I have a (private) blob in Azure blob storage that was written through an account that has write and read access to it (it was written through this account by terraform). I am trying to fetch it through Python (without Azure SDK) and I have been unable to.

My request is as follows:

import datetime
import requests


key = ...
secret = ...
now = datetime.datetime.utcnow().strftime('%a, %d %b %Y %H:%M:%S GMT')
# the required settings, as per https://docs.microsoft.com/en-us/rest/api/storageservices/get-blob
headers = {'Authorization': 'SharedKey {}:{}'.format(key, secret),
           'Date': now,
           'x-ms-version': '2018-03-28'
           }

storage_account = ...
container = ...
url = 'https://{}.blob.core.windows.net/{}/terraform.tfstate'.format(storage_account, container)

response = requests.get(url, headers=headers)

print(response.status_code)
print(response.text)

This yields

400
<?xml version="1.0" encoding="utf-8"?><Error>
<Code>OutOfRangeInput</Code><Message>One of the request inputs is out of range. 
RequestId:...
Time:...</Message></Error>

I have validated that this file exists (Storage explorer) and that, when I access it via the console, I get the same URL as the one above, but with extra GET parameters.


For those wondering: the reason I decided not to use Azure SDK for Python: I only need to get a blob and pip install azure[blob] would add 88 dependencies to the project (IMO unacceptably high number for such a simple task).

1

1 Answers

1
votes

So, the reason is that the signature mentioned in the documentation is constructed from the request and is described here in detail.

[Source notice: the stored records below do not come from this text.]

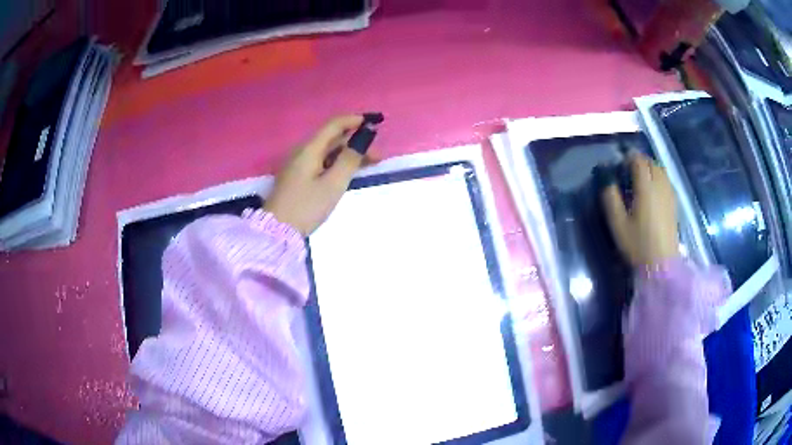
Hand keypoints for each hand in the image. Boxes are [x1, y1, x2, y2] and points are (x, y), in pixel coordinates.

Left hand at [264, 115, 370, 234]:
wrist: (277, 231)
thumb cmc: (307, 206)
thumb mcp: (333, 184)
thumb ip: (350, 159)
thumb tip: (364, 137)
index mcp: (309, 148)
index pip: (334, 124)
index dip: (355, 121)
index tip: (376, 123)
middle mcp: (302, 151)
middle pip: (332, 139)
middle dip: (356, 143)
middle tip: (378, 157)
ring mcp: (298, 164)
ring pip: (328, 151)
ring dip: (348, 154)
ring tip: (369, 165)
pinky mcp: (298, 177)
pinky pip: (321, 162)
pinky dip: (337, 163)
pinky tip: (349, 172)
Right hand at [601, 153, 678, 266]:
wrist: (662, 264)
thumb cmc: (638, 244)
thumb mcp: (618, 223)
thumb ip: (610, 197)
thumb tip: (605, 177)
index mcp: (646, 187)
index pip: (638, 160)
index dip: (627, 158)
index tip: (618, 166)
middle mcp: (660, 184)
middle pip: (650, 162)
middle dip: (638, 161)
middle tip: (627, 172)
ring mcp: (669, 193)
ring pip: (660, 169)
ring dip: (649, 168)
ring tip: (639, 180)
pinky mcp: (673, 202)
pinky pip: (665, 180)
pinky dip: (657, 177)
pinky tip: (652, 191)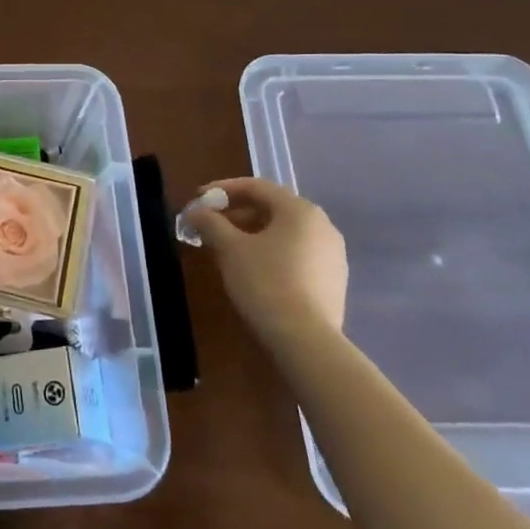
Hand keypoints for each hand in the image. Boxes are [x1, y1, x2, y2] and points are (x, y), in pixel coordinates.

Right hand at [191, 177, 347, 335]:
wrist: (306, 341)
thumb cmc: (265, 282)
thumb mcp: (229, 248)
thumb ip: (210, 222)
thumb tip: (196, 211)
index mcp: (300, 210)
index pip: (257, 186)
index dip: (222, 189)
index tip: (198, 200)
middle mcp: (323, 226)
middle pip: (272, 208)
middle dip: (237, 213)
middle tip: (210, 225)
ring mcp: (333, 255)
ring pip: (285, 233)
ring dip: (253, 234)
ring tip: (228, 248)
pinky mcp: (334, 281)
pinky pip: (297, 254)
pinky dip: (272, 253)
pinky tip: (254, 271)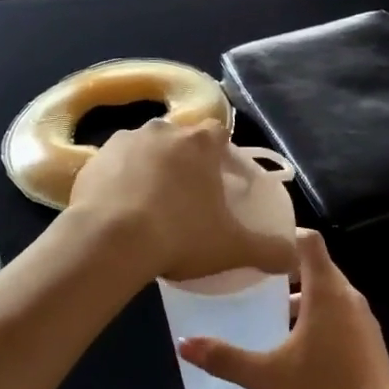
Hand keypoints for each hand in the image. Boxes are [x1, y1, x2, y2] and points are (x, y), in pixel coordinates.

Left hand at [68, 118, 295, 283]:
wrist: (111, 241)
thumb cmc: (181, 235)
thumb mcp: (232, 247)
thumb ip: (269, 250)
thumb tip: (295, 257)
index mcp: (199, 142)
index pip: (218, 134)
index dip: (221, 155)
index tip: (220, 180)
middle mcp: (162, 131)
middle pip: (180, 140)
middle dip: (184, 162)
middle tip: (187, 199)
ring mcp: (123, 142)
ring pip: (144, 151)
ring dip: (149, 170)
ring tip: (150, 208)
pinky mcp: (92, 161)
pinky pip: (112, 168)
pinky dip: (118, 184)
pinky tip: (120, 214)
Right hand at [177, 229, 388, 388]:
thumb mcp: (266, 377)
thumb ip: (225, 358)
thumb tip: (184, 344)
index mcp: (327, 292)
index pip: (310, 241)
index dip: (285, 234)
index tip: (257, 242)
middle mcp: (349, 297)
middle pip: (317, 265)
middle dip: (286, 267)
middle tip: (252, 275)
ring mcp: (363, 320)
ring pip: (329, 291)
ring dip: (302, 294)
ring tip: (269, 309)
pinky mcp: (370, 342)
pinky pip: (340, 313)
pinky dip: (318, 314)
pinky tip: (296, 343)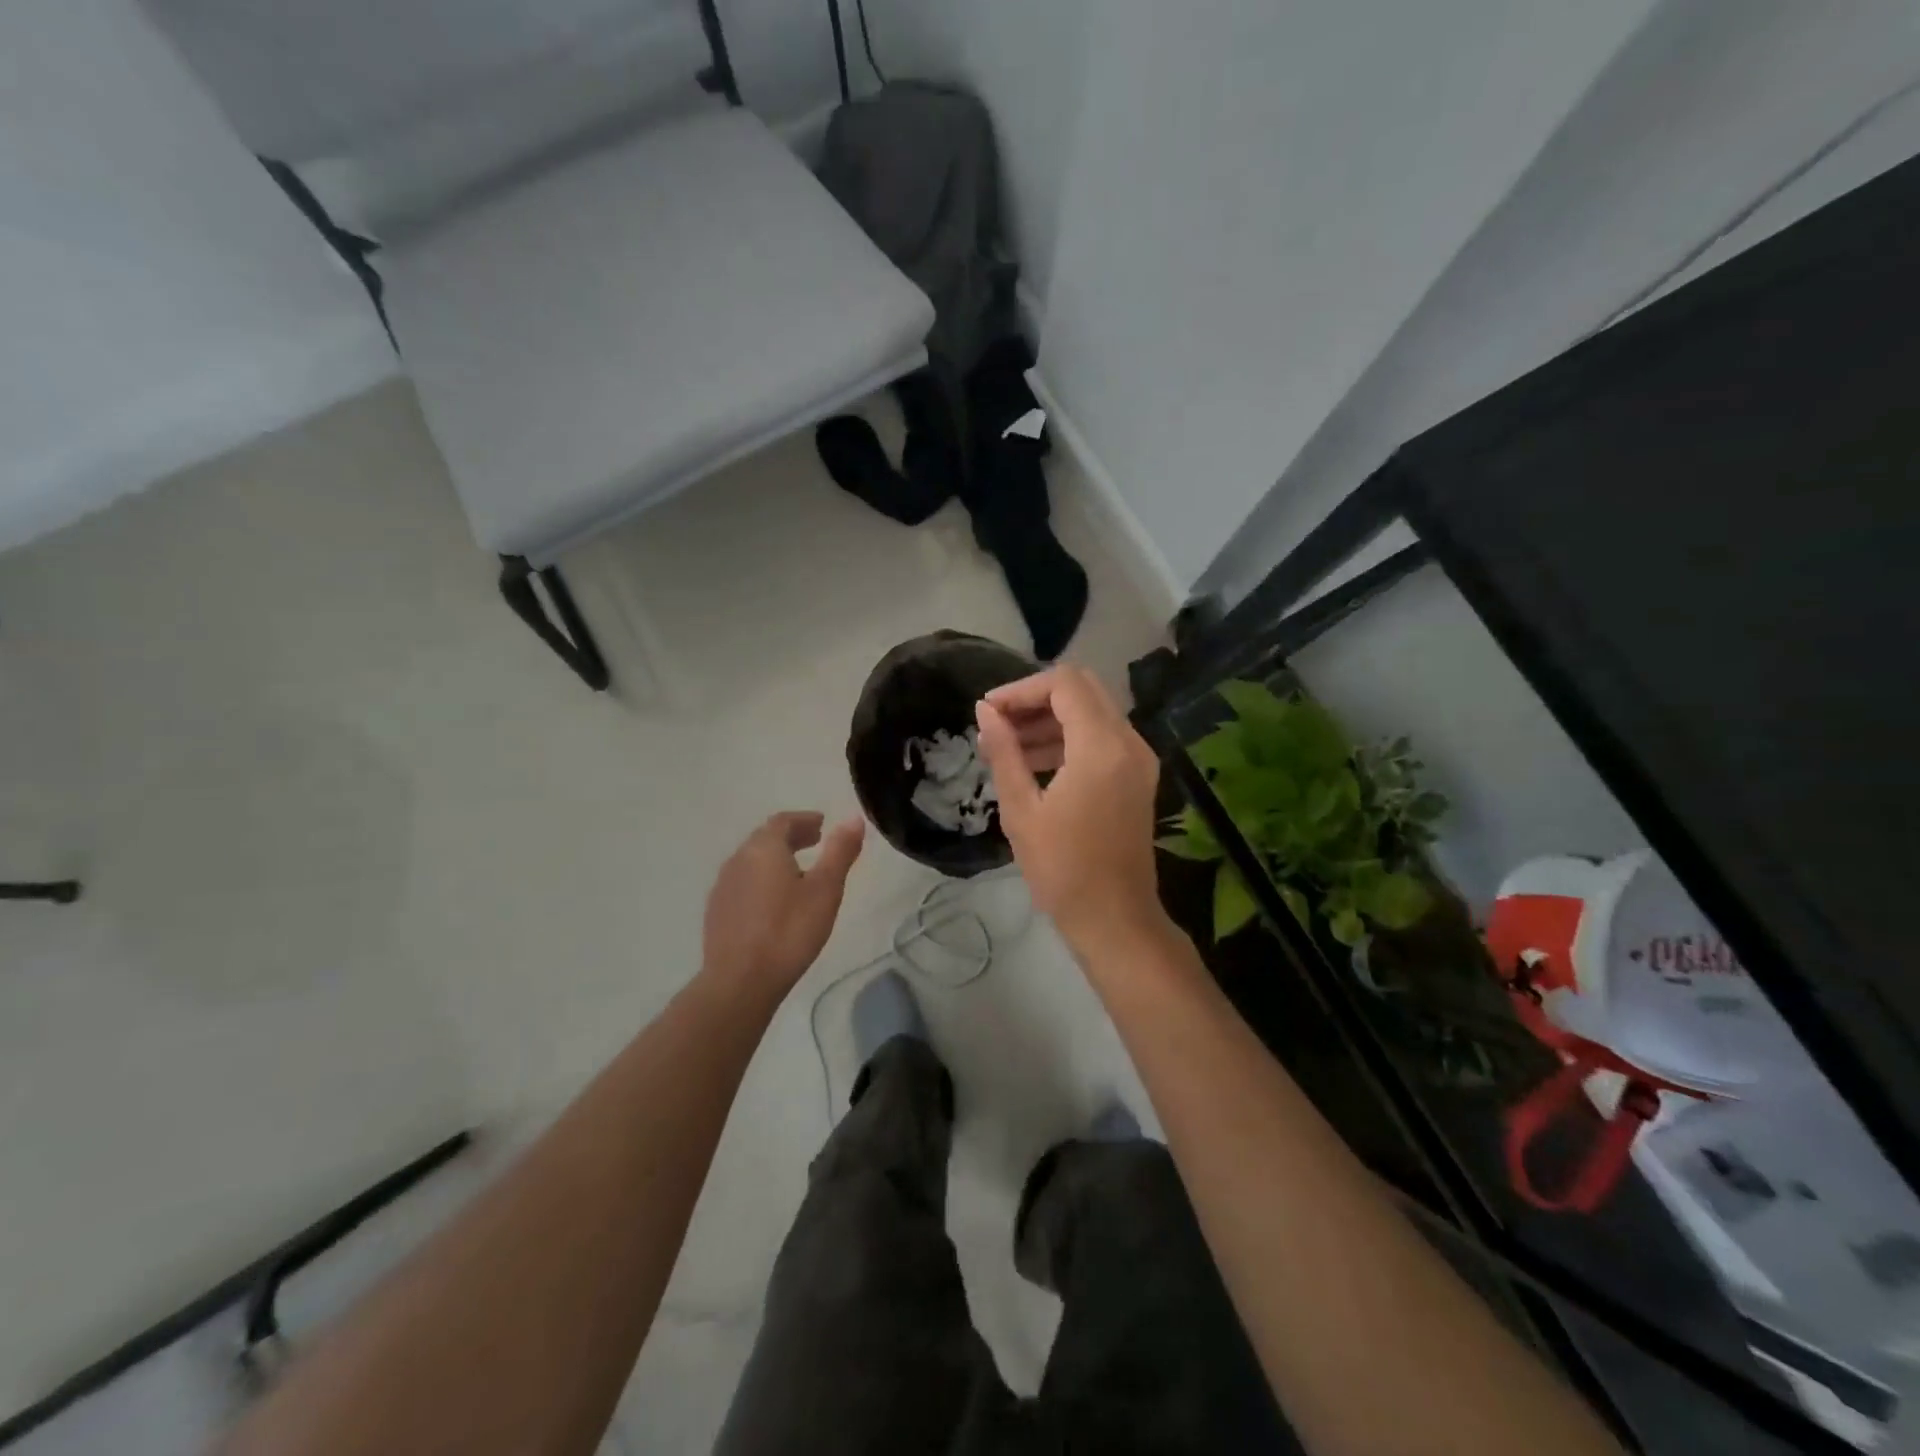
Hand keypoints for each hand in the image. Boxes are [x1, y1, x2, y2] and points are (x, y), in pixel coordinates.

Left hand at [702, 811, 864, 998]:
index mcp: (763, 848)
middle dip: (791, 837)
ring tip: (798, 872)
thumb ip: (840, 851)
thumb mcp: (825, 890)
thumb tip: (854, 818)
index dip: (804, 820)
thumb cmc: (789, 931)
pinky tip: (773, 902)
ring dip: (775, 859)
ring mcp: (723, 886)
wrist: (740, 981)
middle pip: (765, 838)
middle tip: (815, 842)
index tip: (822, 825)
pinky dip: (761, 880)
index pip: (783, 821)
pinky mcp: (716, 912)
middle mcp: (738, 860)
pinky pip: (742, 883)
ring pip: (752, 861)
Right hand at [975, 666, 1169, 954]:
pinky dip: (1071, 737)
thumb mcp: (1021, 809)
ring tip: (1009, 745)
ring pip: (1094, 711)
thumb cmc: (1062, 869)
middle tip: (999, 723)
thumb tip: (984, 711)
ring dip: (1053, 718)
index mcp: (1101, 746)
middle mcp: (1129, 742)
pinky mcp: (1139, 776)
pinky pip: (1104, 737)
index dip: (1021, 689)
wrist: (1114, 918)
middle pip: (1083, 689)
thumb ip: (1004, 751)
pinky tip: (1036, 762)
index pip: (1064, 684)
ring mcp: (1139, 759)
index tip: (989, 711)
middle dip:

The Python 3-equivalent of the whole thing is:

import base64
import hmac
import hashlib
import datetime

import requests


def _sign_string(key, string_to_sign):
    key = base64.b64decode(key.encode('utf-8'))
    string_to_sign = string_to_sign.encode('utf-8')
    signed_hmac_sha256 = hmac.HMAC(key, string_to_sign, hashlib.sha256)
    digest = signed_hmac_sha256.digest()
    encoded_digest = base64.b64encode(digest).decode('utf-8')
    return encoded_digest


def get_blob(storage_account, token, file_path):
    now = datetime.datetime.utcnow().strftime('%a, %d %b %Y %H:%M:%S GMT')
    url = 'https://{account}.blob.core.windows.net/{path}'.format(account=storage_account, path=file_path)
    version = '2018-03-28'
    headers = {'x-ms-version': version,
               'x-ms-date': now}

    content = 'GET{spaces}x-ms-date:{now}\nx-ms-version:{version}\n/{account}/{path}'.format(
        spaces='\n'*12,
        now=now,
        version=version,
        account=storage_account,
        path=file_path
    )

    headers['Authorization'] = 'SharedKey ' + storage_account + ':' + _sign_string(token, content)

    response = requests.get(url, headers=headers)

    assert response.status_code == 200
    return response.text

where file_path is of the form {container}/{path-in-container}.

Using this snippet was still superior to add 88 dependencies to the project.